It’s relatively rare to find any marketer with the guts to stand apart from the soft, vanilla trappings of the traditional marketing concept of making everybody happy, all the time. Deliberate attempts to illicit negative emotions are rare and typically only take place when a smart marketer realises that by pissing off large swathes of the non-target market he or she can turn on the target segments at the centre of their strategy. Think Abercrombie & Fitch with their six-pack wielding sentries or Yorkie’s It’s Not For Girls campaign. Wonderful but rare stuff.

But Phones4U is in an entirely different league with its current campaign. I say that because all the evidence suggests the company has managed to scare, upset and infuriate pretty much everyone in its stated target segment of 18to 35-year-olds. Caspar Nelson, the head of brand communications at Phones4U and the man behind the campaign, claims the response to his campaign is more positive than negative, but surely even he has to acknowledge that much of his target market were either angered or scared or both by his ads. Parents of small children too afraid to go to bed are “infuriated”, 17-year-old viewers find the ad “disturbing” and, judging by the online reaction, it appears that Phones4U has truly managed to anger a whole nation.
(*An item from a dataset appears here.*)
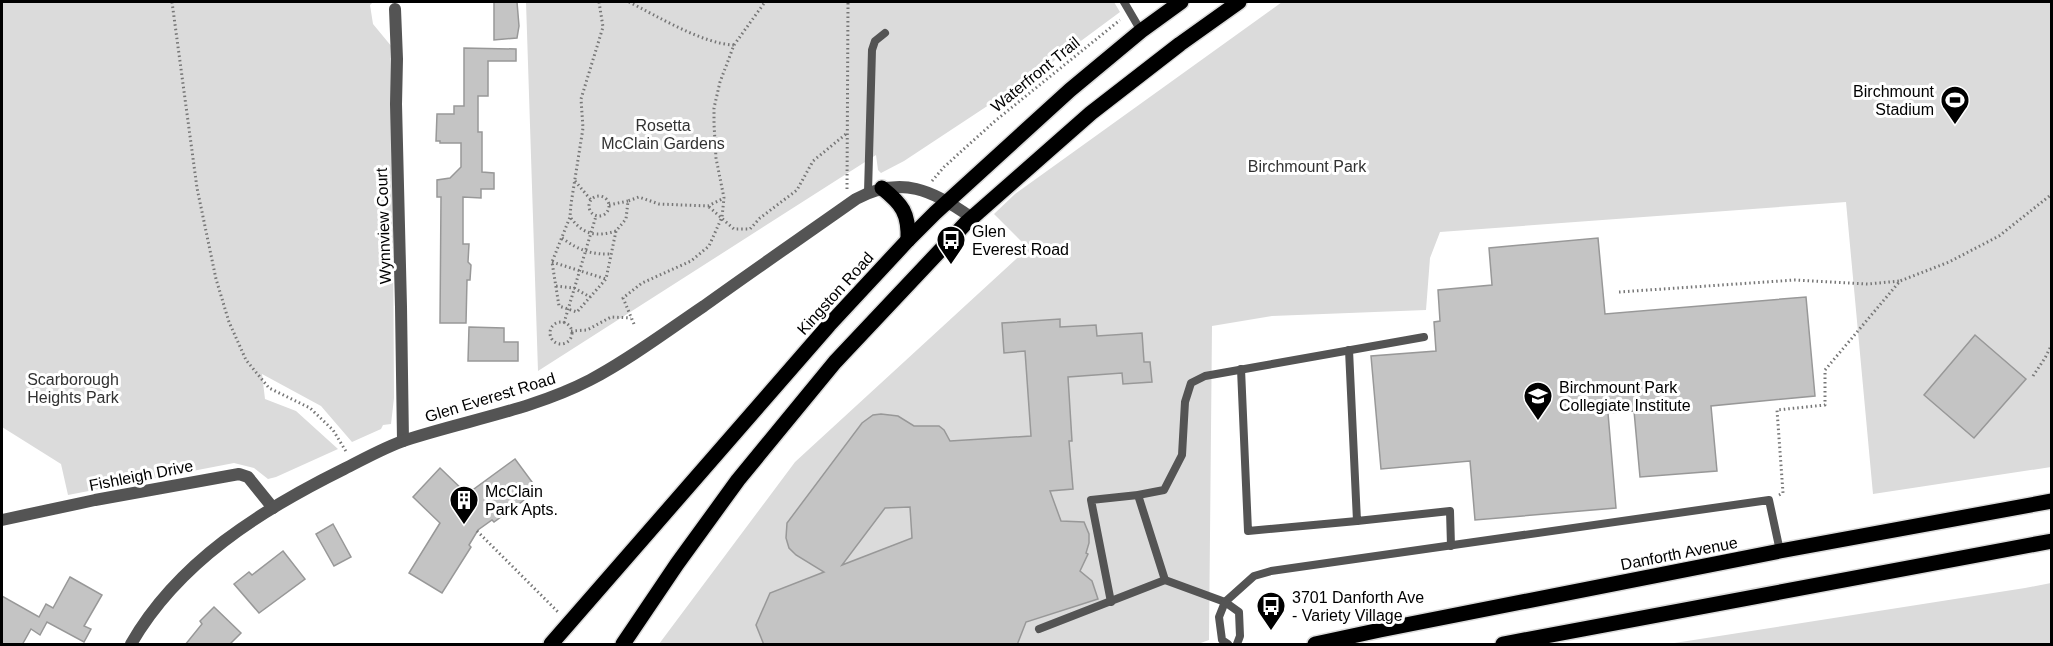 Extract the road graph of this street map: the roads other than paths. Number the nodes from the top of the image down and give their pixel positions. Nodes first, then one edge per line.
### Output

So what exactly is the brand up to? The most obvious explanation is that agency Adam and Eve and acclaimed director Garth Jennings were just too good at delivering the Phones4U brief. In less skilled hands this could have been the usual second rate, schlocky imitation of the horror genre. But it appears that this creative team has actually conjured up a genuinely disturbing 30-second film and been far more successful than the client could have hoped or intended.

Phones 4U Scary Girl

But I think there is more to it than that. And I think much of the credit if that is the right word for it deserves to go to Nelson. He has quite correctly worked out that most advertising is a total and utter waste of time because it occupies the perceptual space somewhere between a half remembered joke and the wallpaper in the kitchen. Breaking through the ever-thickening band of clutter that now surrounds most target audiences has become the prime directive. And it’s a directive that most over-cautious, politically correct marketers are simply unable to deliver on.

Not the marketers at Phones4U, however. Barely six months ago the same team incurred the Advertising Standards Authority’s wrath for running a series of ads featuring a groovy Jesus promoting phones during Easter with straplines promoting “miraculous” deals. Clearly the latest campaign is a natural evolution into even more unsettling territory.
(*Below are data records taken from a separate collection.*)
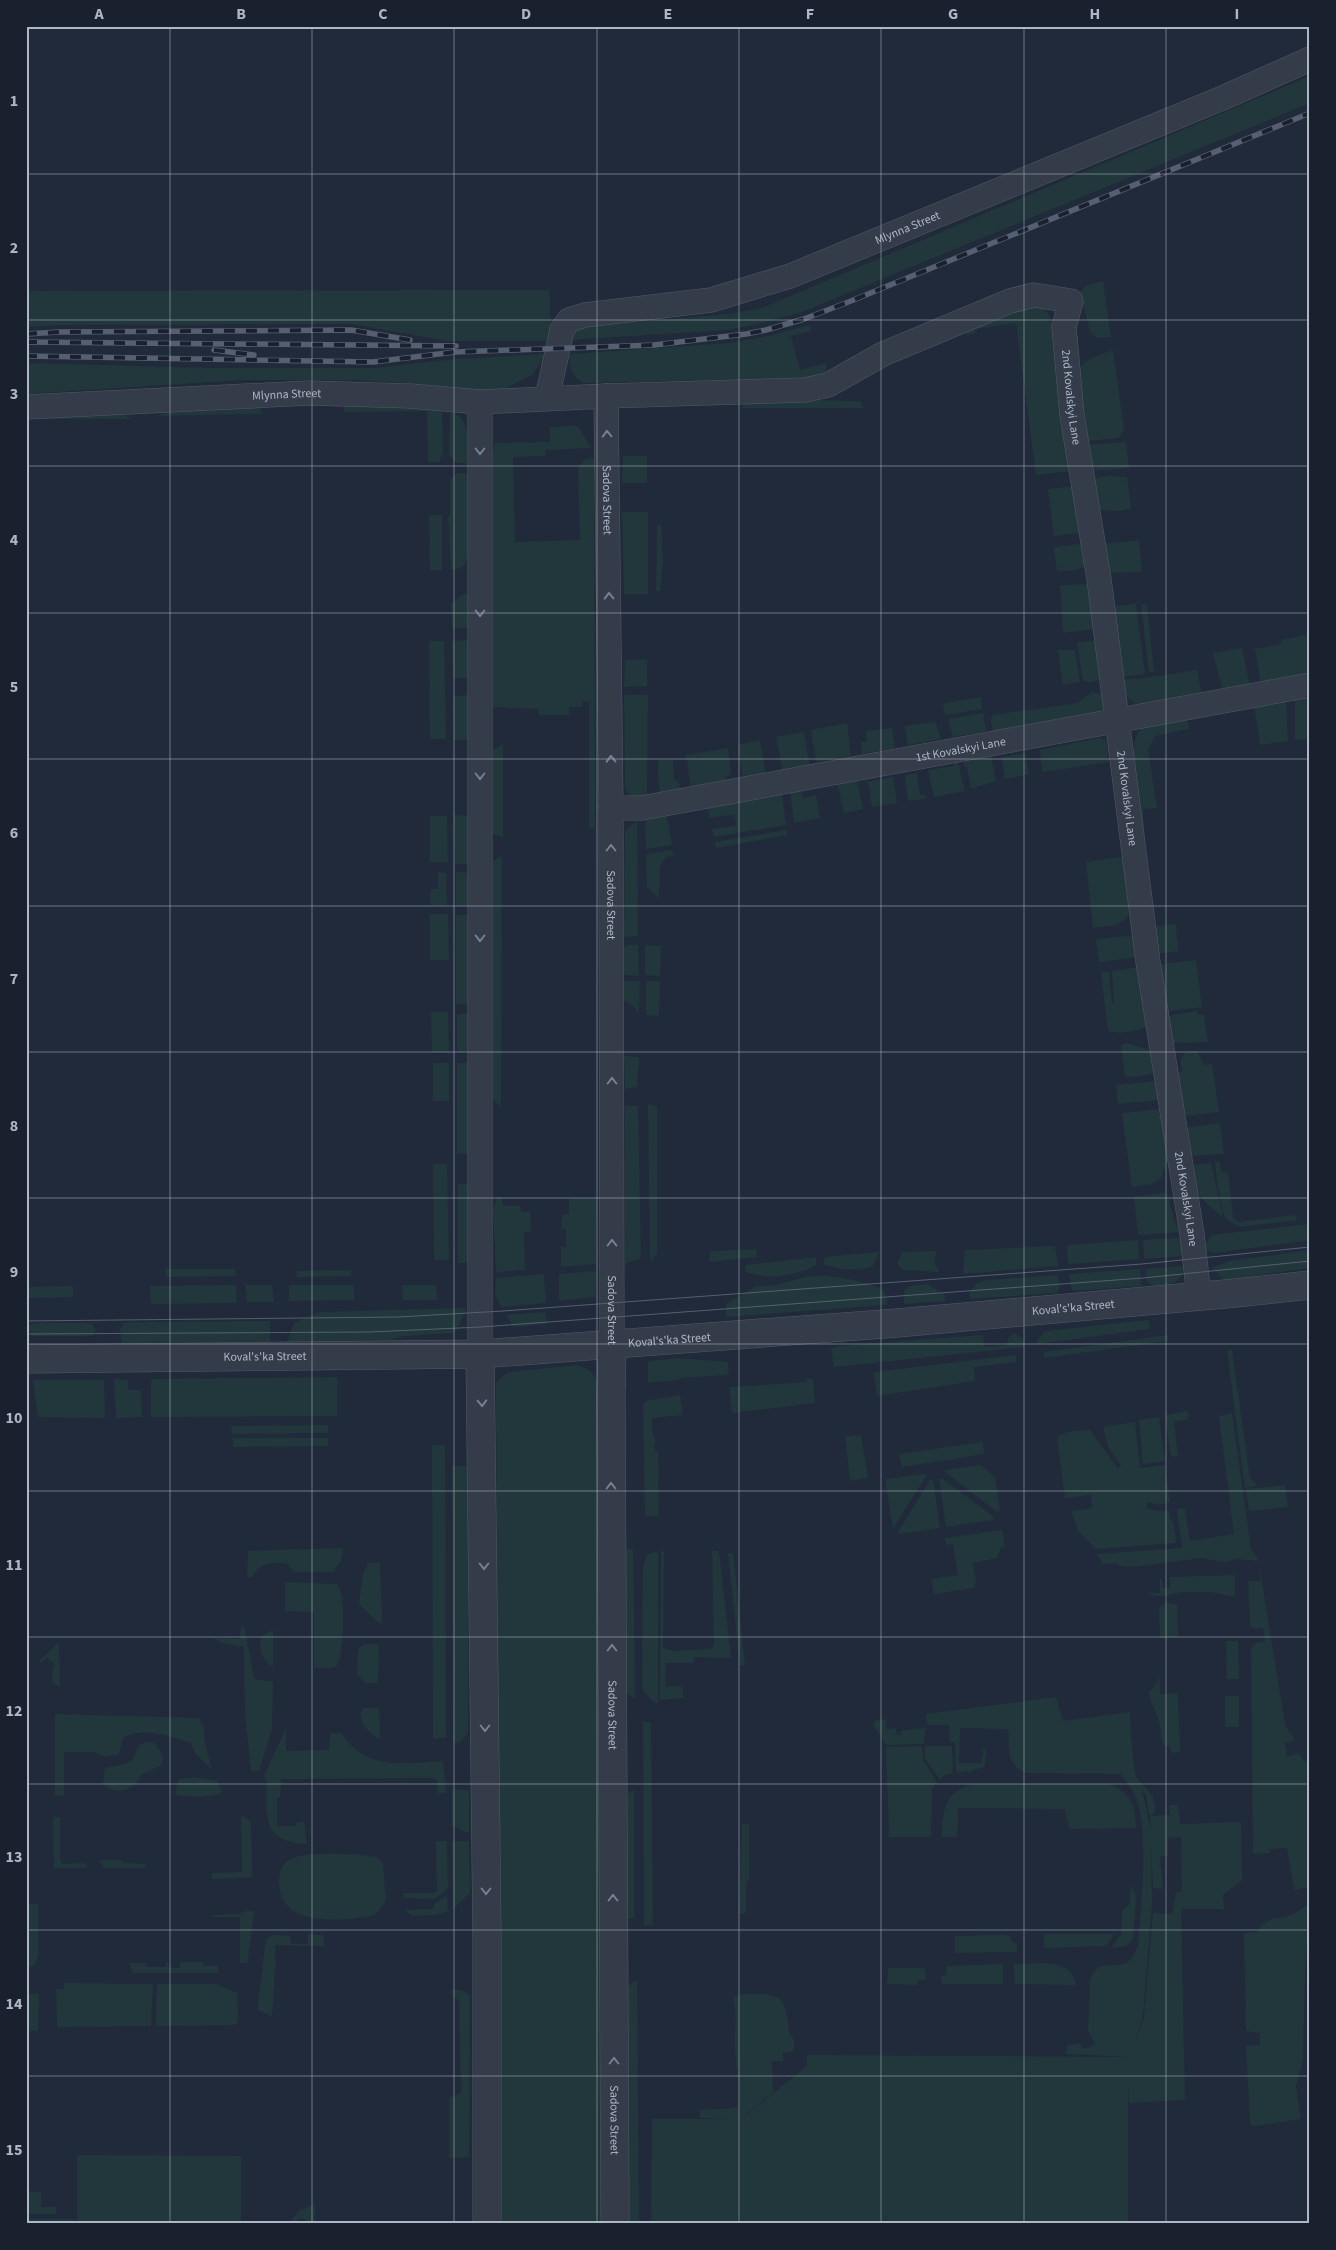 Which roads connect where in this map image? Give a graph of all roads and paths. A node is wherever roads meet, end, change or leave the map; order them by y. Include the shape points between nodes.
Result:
1 (1310, 59) edge
2 (1071, 301) joint
3 (606, 396) junction
4 (546, 398) junction
5 (480, 402) junction
6 (26, 407) edge
7 (1310, 685) edge
8 (1117, 720) junction
9 (611, 808) junction
10 (1310, 1284) edge
11 (1199, 1296) junction
12 (612, 1345) junction
13 (480, 1354) junction
14 (26, 1360) edge
15 (487, 2224) edge
16 (614, 2224) edge

1 - 4 street, Mlynna Street via 790,276 711,300 585,315 569,320 562,330
2 - 3 street, Mlynna Street via 1034,296 1010,301 883,354 816,389
2 - 8 street, 2nd Kovalskyi Lane via 1064,328 1067,368
3 - 4 street, Mlynna Street
9 -> 3 street, Sadova Street
4 - 5 street, Mlynna Street
5 - 6 street, Mlynna Street via 410,396 309,394
5 -> 13 street
7 - 8 street, 1st Kovalskyi Lane
8 - 9 street, 1st Kovalskyi Lane via 642,808
8 - 11 street, 2nd Kovalskyi Lane via 1146,954 1192,1234
12 -> 9 street, Sadova Street
10 - 11 street, Koval's'ka Street
11 - 12 street, Koval's'ka Street
12 - 13 street, Koval's'ka Street
16 -> 12 street, Sadova Street
13 - 14 street, Koval's'ka Street
13 -> 15 street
And there is some evidence that scaring the hell out of your audience may be no bad thing from a persuasion point of view. Advertising researchers have long demonstrated the value of garnering an emotional response. Get the juices of your audience flowing and your ad is much more likely to break through, to persuade and ultimately sell.

The problem is that almost all of this research looks at the impact of positive emotional responses on a campaign’s subsequent impact. There is even some pretty strong data starting with the famous Advertising Research Foundation’s Copy Research Validity Project from the late Eighties that ad liking is the single best predictor of whether an ad will actually drive subsequent sales of your product.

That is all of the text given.